Guest Blogger: The Evidence is In on School Integration Efforts: Will the Supreme Court Listen?
by Amy Stuart Wells, Teachers College,
The hundreds of social science studies cited in the Amicus briefs filed in support of the school districts in the
If the seven studies cited in footnote 11 of the Brown decision constituted ample support by “modern authority” for the 1954 Supreme Court to reject the doctrine of Plessy and find that the well established system of de jure racial segregation unconstitutional, then the Court should at least consider the 2006 version of “modern authority” on segregation when deciding if these two school districts can voluntarily create racially integrated schools.
Indeed, today, the central issues before the Court are both profoundly different and remarkably similar to what they were half a century ago, but the “authority” of social scientists points the Court in the same direction – namely, we have overwhelming evidence that racial integration is beneficial to individual students of all racial/ethnic backgrounds and is critical to our society as a whole in terms of social cohesion and global competition. We also know from this systematic research the multiple harms of racial segregation and the concentrated poverty that often accompanies it for children of all races, but especially for African American and Latino students.
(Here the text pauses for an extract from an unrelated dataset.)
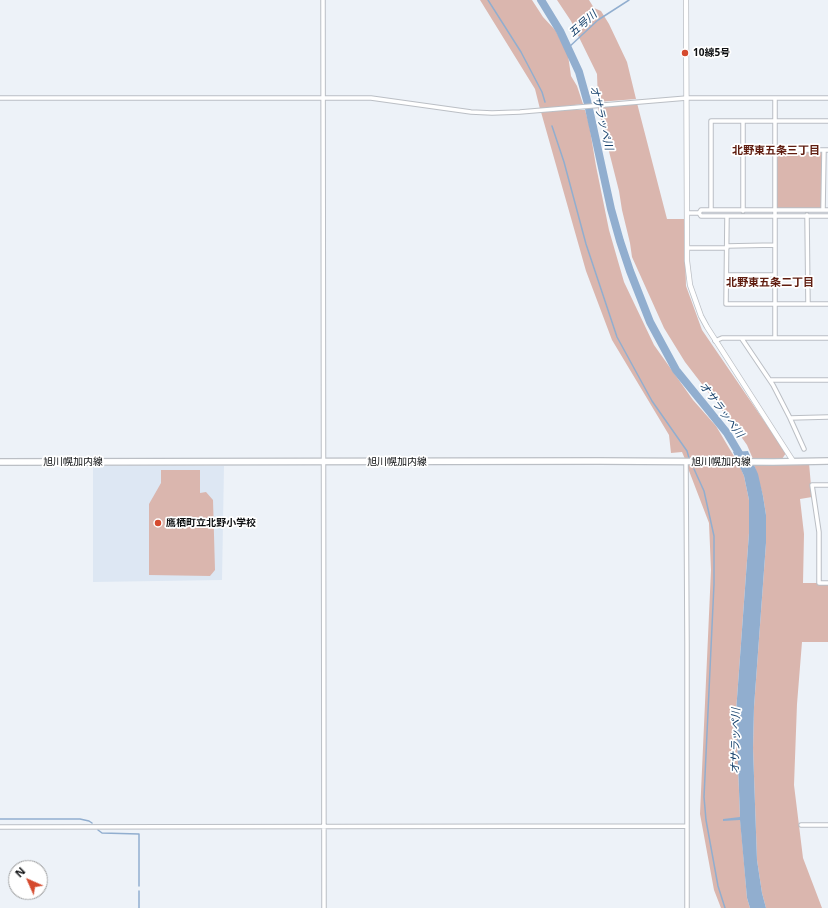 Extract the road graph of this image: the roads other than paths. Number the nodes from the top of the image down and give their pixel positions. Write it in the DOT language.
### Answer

The plaintiffs argue that the legal issues in these cases are distinct from Brown, which considered the constitutionality of de jure segregation and not the ability of districts to deny students seats in particular schools of choice in the name of racial balancing. In an ironic legal and historical twist, these white plaintiffs argue that their 14th Amendment rights have been violated by school districts polices that use race as one factor enrolling students in schools of choice in an effort to maintain some racial balance and stability across their public schools.
But the school districts and their many supporters in both the legal and social science communities reply that although these Louisville and Seattle cases are not addressing remedies for de jure segregation (although such segregation and it legacies are very much a part of Louisville’s history), they echo the central argument of the Brown decision – the value of racial integration in public education in a society that was both racially diverse and increasingly reliant on formal education to prepare future citizens and workers. On this issue, 1954 Supreme Court was prophetic, capturing the essence of the danger of not just the apartheid public policies of de jure segregation but also on-going racial inequality and its impact on African Americans. As the Court noted in Brown, education “is required in the performance of our most basic public responsibilities… it is the foundation of good citizenship… a principal instrument in awakening the child to cultural values, in preparing him for later professional training, and in helping him to adjust normally to his environment.”
Furthermore, the Court ruled, the harms of racial segregation on African American students, already articulated in prior rulings on higher education, had more to do with the intangible factors embodied in predominantly white educational institutions, including the prestige of the institution and its relationship to powerful social networks and life opportunities. Lack of access to such factors, the Court stated, affected African American students’ ability “to study, to engage in discussions and exchange views and other students and in general to learn his profession.” Such considerations, the Court argued, “apply with added force to children in grade and high schools.”
Since this landmark ruling, social scientists have proven the Court to be correct. Furthermore, this research has also shown important benefits of integration for white students and for the society as a whole.
In a society in which de facto segregation in housing, schools, places of worship, and even the workplace is both reinforced by public policies and perpetuated in a de-jure-like manner and with similar outcomes, the efforts of locally controlled school districts to overcome such racial barriers should be applauded. The social science evidence to support these efforts is nearly 100 times greater than it was in 1954 when the Supreme Court was swayed by a much smaller body of research. We can only hope that the present Supreme Court Justices are duly impressed with the preponderance of the research evidence on the side of the districts -- and on the side of the future hope for a racially diverse and increasingly global society.